An exact copy of every record, with no pictures, please.

## Saved entries
..............................

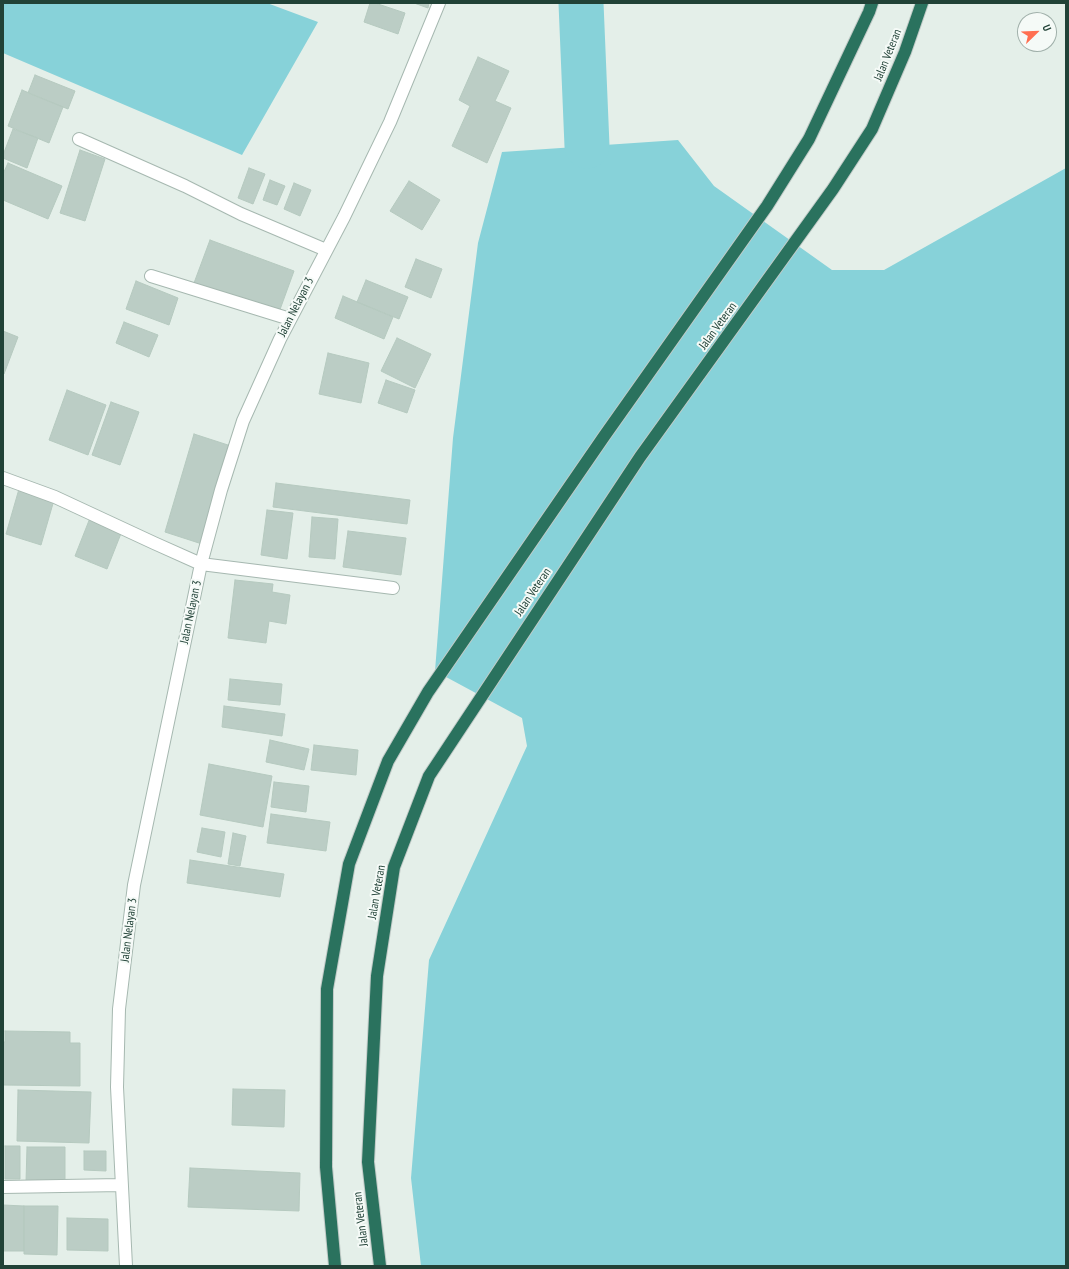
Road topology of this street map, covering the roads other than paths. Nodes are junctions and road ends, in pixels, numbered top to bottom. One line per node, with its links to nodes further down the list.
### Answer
1 (439, 3): 5 (street, Jalan Nelayan 3)
2 (872, 3): 14 (highway)
3 (922, 3): 15 (highway, Jalan Veteran)
4 (78, 139): 5 (street)
5 (326, 250): 7 (street, Jalan Nelayan 3)
6 (151, 276): 7 (street)
7 (290, 319): 9 (street, Jalan Nelayan 3)
8 (3, 478): 9 (street)
9 (202, 564): 10 (street); 11 (street, Jalan Nelayan 3)
10 (393, 588)
11 (121, 1185): 12 (street); 13 (street, Jalan Nelayan 3)
12 (3, 1187)
13 (126, 1266)
14 (335, 1266)
15 (380, 1266)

..............................

## ANSWER TO THE EXERCISE
Road topology of this street map, covering the roads other than paths. Nodes are junctions and road ends, in pixels, numbered top to bottom. One line per node, with its links to nodes further down the list.
### Answer
1 (439, 3): 5 (street, Jalan Nelayan 3)
2 (872, 3): 14 (highway)
3 (922, 3): 15 (highway, Jalan Veteran)
4 (78, 139): 5 (street)
5 (326, 250): 7 (street, Jalan Nelayan 3)
6 (151, 276): 7 (street)
7 (290, 319): 9 (street, Jalan Nelayan 3)
8 (3, 478): 9 (street)
9 (202, 564): 10 (street); 11 (street, Jalan Nelayan 3)
10 (393, 588)
11 (121, 1185): 12 (street); 13 (street, Jalan Nelayan 3)
12 (3, 1187)
13 (126, 1266)
14 (335, 1266)
15 (380, 1266)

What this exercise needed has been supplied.